Serde: Prologue

Published on April 4, 2024

After diving into serde, there are some distinctions that implementations of Deserializer make which are interesting and relevant to my other implementations too.

intermediate data model

Serde has an intermediate data model, which you write functions to map your file format into as part of the Deserializer, and to map your data structure into as a part of the Serializer. I realised that the implicit intermediary that I had constructed with the first few implementations was the Vec<Option<WsvValue>> to represent a row. This is then the thing which a developer would manually manipulate into a more explicitly labelled data structure of their choice. Consequently, any benchmarking needs to include the transformation from this intermediary state to a given data structure.

parse, deserialize

The second distinction they make is between parse and deserialize functions.
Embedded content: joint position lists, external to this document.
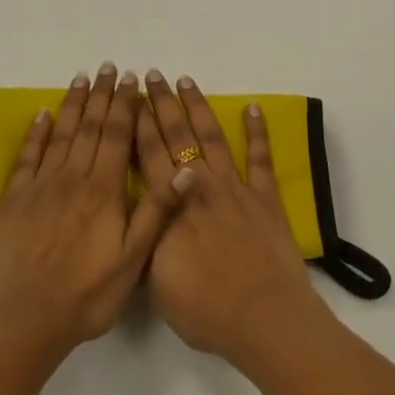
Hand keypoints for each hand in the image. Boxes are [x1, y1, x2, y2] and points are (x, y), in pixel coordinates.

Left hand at [0, 64, 186, 362]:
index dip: (125, 105)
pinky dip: (37, 132)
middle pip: (90, 126)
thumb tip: (184, 169)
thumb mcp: (132, 259)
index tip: (131, 80)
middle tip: (109, 67)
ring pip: (61, 133)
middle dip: (101, 94)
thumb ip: (156, 210)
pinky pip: (28, 156)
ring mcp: (41, 185)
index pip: (117, 135)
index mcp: (103, 190)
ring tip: (82, 78)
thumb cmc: (86, 294)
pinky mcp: (15, 198)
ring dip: (73, 104)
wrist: (25, 319)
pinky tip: (43, 114)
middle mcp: (72, 177)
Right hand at [135, 71, 328, 369]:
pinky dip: (257, 132)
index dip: (138, 123)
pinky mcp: (265, 199)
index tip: (130, 95)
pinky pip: (259, 159)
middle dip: (162, 104)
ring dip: (198, 107)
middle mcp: (199, 185)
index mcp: (170, 204)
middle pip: (177, 136)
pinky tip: (253, 108)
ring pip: (212, 137)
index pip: (148, 154)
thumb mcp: (155, 281)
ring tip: (185, 81)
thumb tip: (132, 212)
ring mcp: (234, 189)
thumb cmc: (204, 308)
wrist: (263, 319)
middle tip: (152, 75)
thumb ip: (144, 238)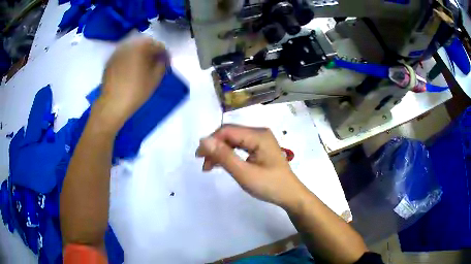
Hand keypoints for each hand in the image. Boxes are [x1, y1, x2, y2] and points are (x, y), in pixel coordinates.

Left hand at [93, 37, 166, 131]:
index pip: (158, 46)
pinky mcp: (110, 60)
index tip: (167, 65)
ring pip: (133, 47)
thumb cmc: (136, 91)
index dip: (165, 55)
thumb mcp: (155, 79)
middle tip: (156, 63)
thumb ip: (162, 64)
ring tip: (143, 66)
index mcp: (141, 46)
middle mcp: (129, 44)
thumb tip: (161, 60)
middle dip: (152, 52)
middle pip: (145, 43)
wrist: (112, 104)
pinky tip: (131, 69)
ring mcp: (118, 51)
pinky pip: (124, 54)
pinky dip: (130, 58)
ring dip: (141, 54)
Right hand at [196, 125, 308, 207]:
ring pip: (233, 140)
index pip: (227, 131)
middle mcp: (259, 133)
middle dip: (214, 147)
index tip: (199, 157)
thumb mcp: (244, 173)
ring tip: (209, 166)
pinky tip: (221, 164)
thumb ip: (224, 156)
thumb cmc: (269, 186)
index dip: (211, 141)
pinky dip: (229, 154)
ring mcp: (260, 140)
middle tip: (203, 164)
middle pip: (230, 134)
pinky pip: (240, 146)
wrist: (290, 195)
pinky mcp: (260, 148)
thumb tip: (203, 140)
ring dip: (220, 151)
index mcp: (258, 135)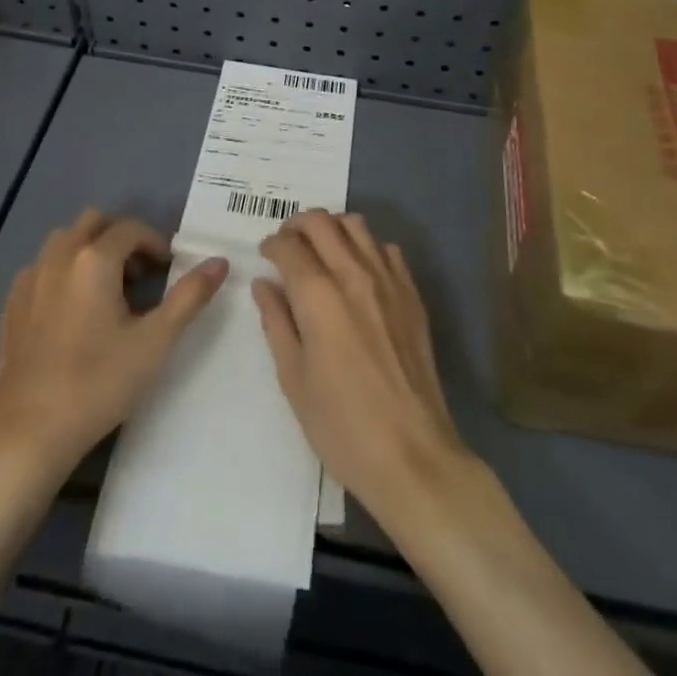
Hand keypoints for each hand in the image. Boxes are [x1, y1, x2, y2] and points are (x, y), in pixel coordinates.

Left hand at [0, 209, 228, 477]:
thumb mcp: (155, 342)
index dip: (154, 243)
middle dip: (120, 238)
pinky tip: (69, 310)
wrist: (29, 433)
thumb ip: (190, 296)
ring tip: (105, 289)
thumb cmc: (99, 384)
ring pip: (63, 240)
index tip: (167, 270)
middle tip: (138, 275)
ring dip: (88, 249)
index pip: (131, 228)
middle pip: (93, 222)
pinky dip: (61, 272)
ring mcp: (30, 279)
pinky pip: (41, 267)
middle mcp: (59, 256)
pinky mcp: (11, 304)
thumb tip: (220, 261)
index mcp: (95, 259)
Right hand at [253, 211, 473, 522]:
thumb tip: (264, 284)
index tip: (265, 255)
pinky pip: (387, 249)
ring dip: (332, 228)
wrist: (412, 455)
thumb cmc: (342, 426)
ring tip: (321, 250)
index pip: (288, 246)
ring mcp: (388, 280)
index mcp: (318, 296)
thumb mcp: (293, 379)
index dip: (271, 244)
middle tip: (287, 244)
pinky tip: (358, 271)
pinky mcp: (411, 294)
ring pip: (356, 225)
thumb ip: (276, 323)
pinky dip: (366, 247)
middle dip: (297, 225)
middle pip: (321, 222)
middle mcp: (353, 274)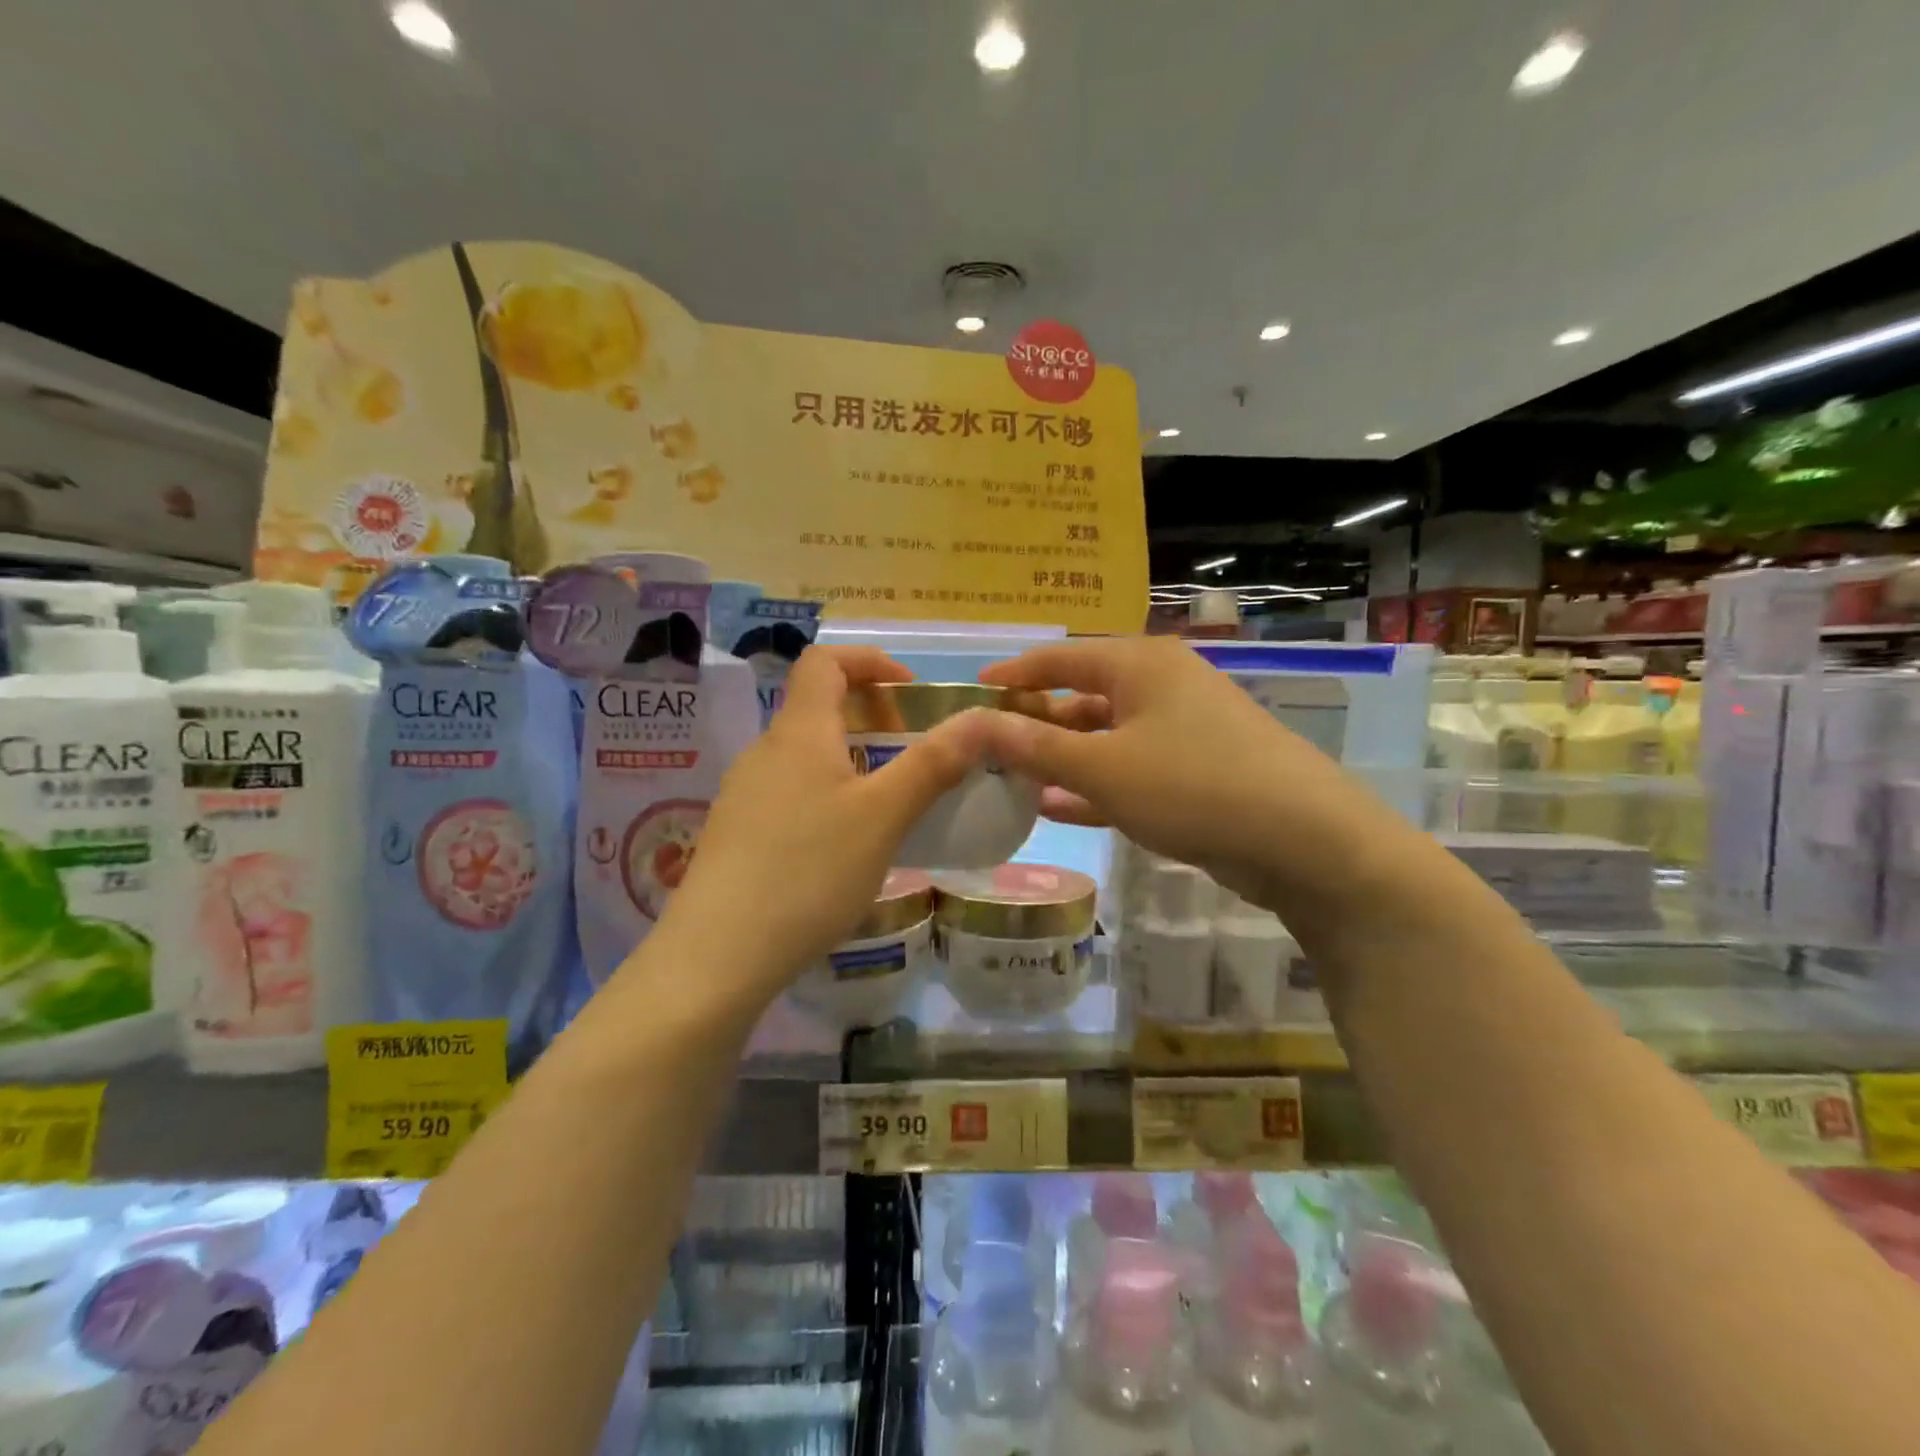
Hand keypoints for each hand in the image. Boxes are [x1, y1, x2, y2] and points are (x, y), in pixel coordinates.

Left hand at [653, 644, 989, 994]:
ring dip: (852, 761)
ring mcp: (744, 794)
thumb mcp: (883, 817)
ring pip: (806, 756)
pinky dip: (828, 796)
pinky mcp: (737, 834)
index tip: (911, 692)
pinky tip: (845, 848)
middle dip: (872, 718)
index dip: (870, 661)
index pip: (826, 660)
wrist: (717, 956)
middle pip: (818, 708)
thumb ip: (933, 763)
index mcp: (798, 732)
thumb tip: (981, 719)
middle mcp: (764, 751)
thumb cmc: (808, 872)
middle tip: (914, 756)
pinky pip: (791, 793)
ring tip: (889, 806)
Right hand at [977, 635, 1407, 906]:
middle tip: (990, 750)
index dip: (1014, 673)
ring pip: (1107, 735)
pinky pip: (1133, 766)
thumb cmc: (1191, 786)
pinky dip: (1096, 783)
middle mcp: (1162, 684)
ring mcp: (1185, 726)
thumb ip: (1035, 747)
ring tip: (1015, 782)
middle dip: (1036, 724)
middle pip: (1083, 694)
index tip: (974, 692)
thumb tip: (976, 723)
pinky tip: (1059, 808)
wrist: (1304, 839)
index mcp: (1139, 664)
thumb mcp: (1102, 768)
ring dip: (1063, 758)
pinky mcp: (1199, 767)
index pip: (1060, 657)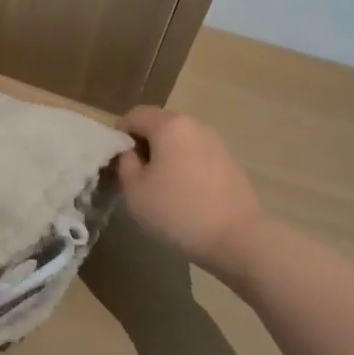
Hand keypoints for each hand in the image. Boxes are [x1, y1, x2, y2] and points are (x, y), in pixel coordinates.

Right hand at [116, 106, 264, 283]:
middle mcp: (194, 125)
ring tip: (159, 183)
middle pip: (159, 123)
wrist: (238, 239)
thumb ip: (125, 163)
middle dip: (143, 142)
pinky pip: (196, 153)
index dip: (119, 134)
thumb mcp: (134, 190)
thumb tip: (131, 153)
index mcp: (169, 125)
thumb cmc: (177, 211)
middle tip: (134, 172)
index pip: (134, 116)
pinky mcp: (229, 162)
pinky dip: (184, 164)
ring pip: (179, 139)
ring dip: (165, 153)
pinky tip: (183, 191)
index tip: (115, 160)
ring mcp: (216, 142)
Parsing, to the serde crate, means identifying a part of the input. Deserializing is the part which can optionally transform the input data into the relevant internal form, such as replacing escape characters. It's a specific sort of conversion. This is most relevant in our case for strings:

Character Stream
---parse--->
WSV String identified
---deserialize--->
WsvValue(String)

Parsing holds the logic for identifying a contiguous collection of characters which identify a string represented using the WSV spec. Deserializing then takes those characters, trims the double quotes and converts the escaped characters.